Records:
Start of Block
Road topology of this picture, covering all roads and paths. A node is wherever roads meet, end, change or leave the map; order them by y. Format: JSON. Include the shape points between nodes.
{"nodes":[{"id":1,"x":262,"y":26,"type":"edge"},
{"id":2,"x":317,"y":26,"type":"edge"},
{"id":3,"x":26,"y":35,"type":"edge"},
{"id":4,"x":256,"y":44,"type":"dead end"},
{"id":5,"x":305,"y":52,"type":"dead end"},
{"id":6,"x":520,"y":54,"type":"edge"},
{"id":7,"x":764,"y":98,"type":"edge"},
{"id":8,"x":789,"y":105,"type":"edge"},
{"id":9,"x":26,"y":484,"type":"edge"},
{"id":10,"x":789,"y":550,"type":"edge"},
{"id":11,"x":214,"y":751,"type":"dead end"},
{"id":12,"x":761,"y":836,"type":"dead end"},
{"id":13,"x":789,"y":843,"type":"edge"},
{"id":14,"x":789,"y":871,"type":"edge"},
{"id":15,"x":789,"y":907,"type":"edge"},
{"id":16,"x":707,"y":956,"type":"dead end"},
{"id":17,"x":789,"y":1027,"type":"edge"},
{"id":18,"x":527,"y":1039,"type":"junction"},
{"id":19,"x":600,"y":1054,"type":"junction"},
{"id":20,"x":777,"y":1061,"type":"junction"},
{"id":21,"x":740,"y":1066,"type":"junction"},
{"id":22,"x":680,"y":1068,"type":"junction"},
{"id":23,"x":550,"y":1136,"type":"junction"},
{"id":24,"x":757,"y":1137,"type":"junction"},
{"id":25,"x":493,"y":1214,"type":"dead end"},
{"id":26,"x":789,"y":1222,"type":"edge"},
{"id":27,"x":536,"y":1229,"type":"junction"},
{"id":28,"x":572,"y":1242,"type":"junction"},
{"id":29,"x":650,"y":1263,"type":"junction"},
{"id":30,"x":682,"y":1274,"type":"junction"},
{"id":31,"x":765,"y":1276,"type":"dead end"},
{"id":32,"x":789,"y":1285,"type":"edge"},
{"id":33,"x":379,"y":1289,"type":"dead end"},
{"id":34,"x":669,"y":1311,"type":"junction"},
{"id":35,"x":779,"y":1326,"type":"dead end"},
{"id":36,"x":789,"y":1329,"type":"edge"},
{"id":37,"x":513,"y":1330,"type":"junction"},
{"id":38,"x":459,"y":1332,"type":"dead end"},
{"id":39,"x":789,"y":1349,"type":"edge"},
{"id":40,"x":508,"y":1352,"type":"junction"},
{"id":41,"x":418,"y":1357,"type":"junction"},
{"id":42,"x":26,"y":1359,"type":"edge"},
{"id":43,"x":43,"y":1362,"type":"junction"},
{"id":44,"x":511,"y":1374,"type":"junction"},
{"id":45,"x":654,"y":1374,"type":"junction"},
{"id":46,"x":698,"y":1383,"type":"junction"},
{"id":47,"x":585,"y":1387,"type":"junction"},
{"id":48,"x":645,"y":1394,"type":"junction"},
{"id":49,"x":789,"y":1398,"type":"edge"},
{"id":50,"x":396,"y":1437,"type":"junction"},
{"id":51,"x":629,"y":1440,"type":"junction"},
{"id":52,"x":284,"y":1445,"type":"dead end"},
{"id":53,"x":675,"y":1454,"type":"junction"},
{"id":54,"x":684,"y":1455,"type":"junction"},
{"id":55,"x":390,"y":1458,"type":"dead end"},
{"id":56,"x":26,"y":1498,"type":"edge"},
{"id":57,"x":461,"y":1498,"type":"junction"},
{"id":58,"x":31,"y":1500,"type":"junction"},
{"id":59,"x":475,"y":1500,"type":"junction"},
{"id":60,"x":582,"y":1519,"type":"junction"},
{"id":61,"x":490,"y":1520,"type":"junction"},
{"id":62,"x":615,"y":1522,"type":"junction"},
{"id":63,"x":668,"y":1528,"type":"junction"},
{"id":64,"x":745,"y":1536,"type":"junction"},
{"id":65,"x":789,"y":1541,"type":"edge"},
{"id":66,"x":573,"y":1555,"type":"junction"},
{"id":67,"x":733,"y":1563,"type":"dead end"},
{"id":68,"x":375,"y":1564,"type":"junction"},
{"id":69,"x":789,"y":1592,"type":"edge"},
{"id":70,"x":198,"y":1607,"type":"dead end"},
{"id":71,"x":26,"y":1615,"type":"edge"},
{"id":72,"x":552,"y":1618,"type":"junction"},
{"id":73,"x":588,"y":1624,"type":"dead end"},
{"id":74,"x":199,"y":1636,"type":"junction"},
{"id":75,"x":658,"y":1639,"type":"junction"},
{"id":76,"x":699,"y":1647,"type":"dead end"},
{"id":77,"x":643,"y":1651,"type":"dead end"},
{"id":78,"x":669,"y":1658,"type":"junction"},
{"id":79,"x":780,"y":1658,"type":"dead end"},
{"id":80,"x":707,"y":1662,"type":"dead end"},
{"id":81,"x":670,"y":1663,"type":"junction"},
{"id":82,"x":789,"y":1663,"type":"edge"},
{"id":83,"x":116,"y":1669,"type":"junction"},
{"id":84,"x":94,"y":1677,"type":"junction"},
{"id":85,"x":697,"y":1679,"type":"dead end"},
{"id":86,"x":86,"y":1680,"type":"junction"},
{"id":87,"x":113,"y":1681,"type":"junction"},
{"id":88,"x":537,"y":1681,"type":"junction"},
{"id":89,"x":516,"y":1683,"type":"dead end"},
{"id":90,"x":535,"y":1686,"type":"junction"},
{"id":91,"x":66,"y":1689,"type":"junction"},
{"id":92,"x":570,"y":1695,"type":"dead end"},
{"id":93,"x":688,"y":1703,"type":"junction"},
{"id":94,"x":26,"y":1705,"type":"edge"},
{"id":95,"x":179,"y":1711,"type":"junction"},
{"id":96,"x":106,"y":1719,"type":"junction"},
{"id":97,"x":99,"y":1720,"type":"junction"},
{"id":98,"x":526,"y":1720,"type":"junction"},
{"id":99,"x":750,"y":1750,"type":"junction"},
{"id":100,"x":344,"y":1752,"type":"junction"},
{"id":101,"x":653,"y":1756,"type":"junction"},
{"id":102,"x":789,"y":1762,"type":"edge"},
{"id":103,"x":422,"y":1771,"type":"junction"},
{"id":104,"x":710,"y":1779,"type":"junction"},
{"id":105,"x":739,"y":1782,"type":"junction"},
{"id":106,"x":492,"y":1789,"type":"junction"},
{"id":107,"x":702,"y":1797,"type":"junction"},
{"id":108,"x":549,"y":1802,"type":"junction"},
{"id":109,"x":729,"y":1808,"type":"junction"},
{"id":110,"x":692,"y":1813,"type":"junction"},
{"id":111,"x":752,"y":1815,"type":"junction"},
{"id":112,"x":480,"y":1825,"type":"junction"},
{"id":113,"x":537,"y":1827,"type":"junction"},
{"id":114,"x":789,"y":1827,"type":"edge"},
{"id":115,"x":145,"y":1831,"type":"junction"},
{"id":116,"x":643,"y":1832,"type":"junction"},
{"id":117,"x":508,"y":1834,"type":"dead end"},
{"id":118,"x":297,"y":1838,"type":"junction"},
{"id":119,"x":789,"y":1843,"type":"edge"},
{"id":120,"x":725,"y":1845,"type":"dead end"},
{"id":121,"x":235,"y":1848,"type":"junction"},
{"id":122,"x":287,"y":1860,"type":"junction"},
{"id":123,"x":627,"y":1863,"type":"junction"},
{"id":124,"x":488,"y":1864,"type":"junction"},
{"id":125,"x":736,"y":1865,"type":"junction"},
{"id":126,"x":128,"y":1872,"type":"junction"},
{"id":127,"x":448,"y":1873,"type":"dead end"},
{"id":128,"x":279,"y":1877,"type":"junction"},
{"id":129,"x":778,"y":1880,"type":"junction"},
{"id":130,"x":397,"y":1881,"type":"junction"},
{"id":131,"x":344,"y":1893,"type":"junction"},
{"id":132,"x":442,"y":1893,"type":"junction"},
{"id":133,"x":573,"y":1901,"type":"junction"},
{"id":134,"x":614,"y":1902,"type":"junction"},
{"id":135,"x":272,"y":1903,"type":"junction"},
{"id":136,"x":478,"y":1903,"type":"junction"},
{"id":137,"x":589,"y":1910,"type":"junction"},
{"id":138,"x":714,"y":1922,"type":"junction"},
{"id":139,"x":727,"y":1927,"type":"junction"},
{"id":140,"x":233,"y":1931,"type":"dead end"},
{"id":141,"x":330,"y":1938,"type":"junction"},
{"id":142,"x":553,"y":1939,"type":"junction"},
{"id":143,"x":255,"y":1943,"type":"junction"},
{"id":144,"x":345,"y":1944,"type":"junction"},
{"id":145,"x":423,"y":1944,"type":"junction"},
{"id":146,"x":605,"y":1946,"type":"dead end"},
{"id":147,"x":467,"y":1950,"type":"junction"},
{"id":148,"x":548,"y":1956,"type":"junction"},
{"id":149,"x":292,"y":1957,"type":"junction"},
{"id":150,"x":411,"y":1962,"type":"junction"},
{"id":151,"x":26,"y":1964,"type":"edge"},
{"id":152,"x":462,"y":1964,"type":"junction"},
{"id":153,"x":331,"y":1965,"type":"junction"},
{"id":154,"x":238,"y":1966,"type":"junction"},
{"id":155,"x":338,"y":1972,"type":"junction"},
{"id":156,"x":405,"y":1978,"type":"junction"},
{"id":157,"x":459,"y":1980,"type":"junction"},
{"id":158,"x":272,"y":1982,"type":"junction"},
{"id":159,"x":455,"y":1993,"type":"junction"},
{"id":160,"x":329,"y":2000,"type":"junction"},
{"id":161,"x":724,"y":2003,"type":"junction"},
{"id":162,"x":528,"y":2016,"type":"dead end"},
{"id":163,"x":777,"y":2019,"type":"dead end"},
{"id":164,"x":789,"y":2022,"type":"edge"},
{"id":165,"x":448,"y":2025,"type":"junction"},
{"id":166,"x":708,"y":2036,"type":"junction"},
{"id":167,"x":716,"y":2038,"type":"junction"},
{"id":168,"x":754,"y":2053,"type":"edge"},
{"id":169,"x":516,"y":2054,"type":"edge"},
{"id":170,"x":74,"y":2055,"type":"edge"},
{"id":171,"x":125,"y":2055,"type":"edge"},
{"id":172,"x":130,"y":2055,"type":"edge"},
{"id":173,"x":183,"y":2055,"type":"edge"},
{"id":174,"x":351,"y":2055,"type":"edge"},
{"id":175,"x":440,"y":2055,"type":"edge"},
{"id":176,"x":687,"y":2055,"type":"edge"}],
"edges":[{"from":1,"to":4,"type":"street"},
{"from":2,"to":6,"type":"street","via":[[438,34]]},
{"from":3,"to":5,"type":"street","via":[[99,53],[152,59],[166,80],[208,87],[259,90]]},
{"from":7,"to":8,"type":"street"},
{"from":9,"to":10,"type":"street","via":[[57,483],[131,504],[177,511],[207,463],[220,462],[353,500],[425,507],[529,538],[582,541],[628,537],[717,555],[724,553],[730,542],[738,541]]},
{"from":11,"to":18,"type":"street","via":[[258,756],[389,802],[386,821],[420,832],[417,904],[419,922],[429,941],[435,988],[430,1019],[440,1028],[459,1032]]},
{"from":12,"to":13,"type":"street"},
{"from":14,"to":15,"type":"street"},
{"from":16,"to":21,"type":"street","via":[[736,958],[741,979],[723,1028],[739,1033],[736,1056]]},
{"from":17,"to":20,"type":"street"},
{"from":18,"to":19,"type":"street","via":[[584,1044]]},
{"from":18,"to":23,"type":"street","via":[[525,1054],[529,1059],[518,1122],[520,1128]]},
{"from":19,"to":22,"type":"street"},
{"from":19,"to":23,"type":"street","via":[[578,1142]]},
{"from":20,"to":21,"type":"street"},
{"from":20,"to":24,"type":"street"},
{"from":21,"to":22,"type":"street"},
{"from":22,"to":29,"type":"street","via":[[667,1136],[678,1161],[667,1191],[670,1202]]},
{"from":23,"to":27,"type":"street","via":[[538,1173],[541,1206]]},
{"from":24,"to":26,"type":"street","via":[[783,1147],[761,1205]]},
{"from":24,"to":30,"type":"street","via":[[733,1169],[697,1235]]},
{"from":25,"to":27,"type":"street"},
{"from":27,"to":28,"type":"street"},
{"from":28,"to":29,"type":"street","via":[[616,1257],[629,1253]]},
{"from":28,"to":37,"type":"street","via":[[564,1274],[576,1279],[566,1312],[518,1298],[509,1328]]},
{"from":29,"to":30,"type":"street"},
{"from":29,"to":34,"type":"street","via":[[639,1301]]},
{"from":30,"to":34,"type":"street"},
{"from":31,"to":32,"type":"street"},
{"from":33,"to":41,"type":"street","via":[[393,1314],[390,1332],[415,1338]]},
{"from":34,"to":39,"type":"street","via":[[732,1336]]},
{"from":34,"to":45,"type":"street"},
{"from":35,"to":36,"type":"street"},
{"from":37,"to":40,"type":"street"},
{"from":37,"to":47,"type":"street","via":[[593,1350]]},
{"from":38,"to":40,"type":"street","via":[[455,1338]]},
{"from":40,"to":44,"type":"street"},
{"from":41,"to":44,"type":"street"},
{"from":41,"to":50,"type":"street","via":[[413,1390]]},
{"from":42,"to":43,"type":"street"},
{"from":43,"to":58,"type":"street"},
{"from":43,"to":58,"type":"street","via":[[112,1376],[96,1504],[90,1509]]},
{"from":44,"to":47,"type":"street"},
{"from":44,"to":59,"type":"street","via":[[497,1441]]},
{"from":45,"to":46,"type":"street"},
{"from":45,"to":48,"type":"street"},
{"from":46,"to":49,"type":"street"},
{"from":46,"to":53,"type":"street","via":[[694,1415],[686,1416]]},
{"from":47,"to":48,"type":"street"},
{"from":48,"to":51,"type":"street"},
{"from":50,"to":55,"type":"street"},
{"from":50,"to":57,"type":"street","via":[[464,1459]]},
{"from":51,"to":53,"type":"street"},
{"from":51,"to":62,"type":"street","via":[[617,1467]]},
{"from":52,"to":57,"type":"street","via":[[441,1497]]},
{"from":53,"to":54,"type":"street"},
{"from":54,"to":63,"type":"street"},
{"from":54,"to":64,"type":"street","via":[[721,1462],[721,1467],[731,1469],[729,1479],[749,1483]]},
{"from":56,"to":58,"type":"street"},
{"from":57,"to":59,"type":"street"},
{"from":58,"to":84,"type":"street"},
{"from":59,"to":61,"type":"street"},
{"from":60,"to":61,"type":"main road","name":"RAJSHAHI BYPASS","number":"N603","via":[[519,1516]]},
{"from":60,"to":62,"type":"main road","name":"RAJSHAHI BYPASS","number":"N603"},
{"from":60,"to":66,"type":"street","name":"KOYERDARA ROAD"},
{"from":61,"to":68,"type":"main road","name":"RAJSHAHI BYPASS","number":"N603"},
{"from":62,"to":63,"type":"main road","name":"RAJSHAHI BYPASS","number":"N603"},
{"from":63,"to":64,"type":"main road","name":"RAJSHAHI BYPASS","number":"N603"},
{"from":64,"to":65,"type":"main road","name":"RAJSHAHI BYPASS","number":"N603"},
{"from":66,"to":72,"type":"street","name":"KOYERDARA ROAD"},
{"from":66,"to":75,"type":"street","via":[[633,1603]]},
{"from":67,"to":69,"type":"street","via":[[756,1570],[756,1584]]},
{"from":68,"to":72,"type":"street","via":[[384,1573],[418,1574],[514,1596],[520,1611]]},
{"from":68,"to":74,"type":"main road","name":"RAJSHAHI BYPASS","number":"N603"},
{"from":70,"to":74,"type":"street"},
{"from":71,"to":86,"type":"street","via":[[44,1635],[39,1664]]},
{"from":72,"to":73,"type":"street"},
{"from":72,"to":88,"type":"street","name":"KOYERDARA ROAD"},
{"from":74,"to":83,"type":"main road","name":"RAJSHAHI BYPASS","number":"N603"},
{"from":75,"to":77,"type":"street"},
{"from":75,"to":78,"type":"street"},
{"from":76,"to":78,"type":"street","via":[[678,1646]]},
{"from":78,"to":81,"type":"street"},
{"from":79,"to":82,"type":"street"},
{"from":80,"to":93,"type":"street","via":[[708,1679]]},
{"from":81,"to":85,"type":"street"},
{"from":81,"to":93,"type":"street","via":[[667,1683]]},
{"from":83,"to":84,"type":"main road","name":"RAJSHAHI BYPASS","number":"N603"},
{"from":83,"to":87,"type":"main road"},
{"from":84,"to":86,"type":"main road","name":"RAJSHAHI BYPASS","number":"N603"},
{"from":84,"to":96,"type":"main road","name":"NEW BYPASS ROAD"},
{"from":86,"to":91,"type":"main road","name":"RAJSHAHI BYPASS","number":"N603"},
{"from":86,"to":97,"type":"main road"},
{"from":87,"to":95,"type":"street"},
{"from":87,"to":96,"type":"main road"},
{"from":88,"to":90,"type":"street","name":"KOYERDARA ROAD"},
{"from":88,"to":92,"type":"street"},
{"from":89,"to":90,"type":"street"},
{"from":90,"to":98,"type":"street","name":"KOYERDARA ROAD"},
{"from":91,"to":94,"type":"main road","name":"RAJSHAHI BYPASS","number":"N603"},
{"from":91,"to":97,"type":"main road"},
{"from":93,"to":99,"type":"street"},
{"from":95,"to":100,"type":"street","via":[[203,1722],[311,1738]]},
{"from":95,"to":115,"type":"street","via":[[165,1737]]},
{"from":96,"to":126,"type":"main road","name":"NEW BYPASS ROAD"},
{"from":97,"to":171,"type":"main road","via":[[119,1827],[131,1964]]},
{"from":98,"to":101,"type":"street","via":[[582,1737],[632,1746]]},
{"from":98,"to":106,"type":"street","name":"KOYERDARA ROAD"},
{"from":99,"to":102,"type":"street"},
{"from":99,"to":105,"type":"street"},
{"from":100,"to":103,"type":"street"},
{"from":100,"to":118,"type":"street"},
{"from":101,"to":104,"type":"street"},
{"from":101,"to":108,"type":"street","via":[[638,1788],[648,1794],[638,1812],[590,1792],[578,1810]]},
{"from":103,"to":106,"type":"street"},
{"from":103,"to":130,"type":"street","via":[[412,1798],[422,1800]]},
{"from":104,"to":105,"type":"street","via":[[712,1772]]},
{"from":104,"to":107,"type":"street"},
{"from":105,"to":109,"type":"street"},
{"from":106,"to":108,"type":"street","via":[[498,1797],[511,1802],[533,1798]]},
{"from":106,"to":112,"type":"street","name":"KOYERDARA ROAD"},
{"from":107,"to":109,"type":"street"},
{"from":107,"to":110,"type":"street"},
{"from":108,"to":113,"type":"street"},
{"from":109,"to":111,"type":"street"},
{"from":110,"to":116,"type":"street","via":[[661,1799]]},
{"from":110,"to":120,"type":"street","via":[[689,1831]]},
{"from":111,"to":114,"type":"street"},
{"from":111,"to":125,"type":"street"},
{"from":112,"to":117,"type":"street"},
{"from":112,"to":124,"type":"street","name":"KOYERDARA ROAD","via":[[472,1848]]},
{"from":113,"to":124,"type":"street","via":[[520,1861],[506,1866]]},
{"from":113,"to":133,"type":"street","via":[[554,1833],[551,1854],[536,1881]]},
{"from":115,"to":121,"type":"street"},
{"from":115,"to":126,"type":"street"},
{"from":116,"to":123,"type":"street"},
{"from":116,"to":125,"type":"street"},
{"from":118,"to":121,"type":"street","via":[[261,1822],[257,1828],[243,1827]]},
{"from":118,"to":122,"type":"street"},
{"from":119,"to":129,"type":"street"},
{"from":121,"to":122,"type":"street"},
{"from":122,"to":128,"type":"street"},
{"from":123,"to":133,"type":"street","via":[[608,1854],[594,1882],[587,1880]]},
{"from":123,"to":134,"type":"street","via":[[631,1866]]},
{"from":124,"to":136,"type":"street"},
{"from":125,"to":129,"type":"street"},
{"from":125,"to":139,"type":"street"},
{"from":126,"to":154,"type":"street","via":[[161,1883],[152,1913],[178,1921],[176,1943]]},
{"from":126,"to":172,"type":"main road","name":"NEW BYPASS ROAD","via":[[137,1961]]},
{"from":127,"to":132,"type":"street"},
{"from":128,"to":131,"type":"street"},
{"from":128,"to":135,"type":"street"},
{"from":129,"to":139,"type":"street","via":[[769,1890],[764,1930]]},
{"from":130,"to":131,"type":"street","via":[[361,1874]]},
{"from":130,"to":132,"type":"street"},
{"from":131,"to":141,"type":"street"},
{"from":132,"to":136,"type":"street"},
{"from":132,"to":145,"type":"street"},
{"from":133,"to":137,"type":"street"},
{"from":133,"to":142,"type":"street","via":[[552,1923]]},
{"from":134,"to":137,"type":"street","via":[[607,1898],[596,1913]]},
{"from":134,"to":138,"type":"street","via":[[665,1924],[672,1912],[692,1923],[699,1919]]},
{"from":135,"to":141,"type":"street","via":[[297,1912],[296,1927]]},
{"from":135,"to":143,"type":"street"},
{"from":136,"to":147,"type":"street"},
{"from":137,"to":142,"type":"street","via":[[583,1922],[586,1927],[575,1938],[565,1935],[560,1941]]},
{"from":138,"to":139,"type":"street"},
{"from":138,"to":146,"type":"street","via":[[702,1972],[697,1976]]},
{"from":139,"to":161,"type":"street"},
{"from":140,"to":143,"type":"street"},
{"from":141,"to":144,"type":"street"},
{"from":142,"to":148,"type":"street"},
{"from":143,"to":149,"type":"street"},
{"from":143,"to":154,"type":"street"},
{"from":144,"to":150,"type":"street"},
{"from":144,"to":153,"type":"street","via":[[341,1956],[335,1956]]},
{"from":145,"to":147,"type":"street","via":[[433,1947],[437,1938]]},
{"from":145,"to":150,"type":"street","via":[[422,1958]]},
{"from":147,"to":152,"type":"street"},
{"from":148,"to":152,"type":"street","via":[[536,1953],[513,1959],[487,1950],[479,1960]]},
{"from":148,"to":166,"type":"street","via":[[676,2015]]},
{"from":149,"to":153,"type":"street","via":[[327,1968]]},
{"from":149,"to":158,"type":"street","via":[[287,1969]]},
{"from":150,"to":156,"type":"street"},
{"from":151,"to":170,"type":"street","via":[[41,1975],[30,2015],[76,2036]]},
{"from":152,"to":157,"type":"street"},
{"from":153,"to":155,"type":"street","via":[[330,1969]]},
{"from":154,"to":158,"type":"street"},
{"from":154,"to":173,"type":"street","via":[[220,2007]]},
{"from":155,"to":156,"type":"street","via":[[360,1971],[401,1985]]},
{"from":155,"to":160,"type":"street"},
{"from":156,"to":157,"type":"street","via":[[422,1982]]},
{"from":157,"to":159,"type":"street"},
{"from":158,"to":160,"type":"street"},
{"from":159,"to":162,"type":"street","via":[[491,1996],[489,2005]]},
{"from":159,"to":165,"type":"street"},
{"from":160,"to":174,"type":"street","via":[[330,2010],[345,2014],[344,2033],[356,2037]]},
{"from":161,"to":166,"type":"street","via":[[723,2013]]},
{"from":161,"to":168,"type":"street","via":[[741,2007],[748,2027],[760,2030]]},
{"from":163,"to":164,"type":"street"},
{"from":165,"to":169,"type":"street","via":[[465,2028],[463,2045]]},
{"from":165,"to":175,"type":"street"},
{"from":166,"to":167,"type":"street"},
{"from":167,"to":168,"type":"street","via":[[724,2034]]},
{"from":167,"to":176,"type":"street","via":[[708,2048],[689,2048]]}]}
End of Block
Aim of the exercise:
Please copy each line from the material above in which the string "nodes" appears.

Written solution:
Road topology of this picture, covering all roads and paths. A node is wherever roads meet, end, change or leave the map; order them by y. Format: JSON. Include the shape points between nodes.
{"nodes":[{"id":1,"x":262,"y":26,"type":"edge"},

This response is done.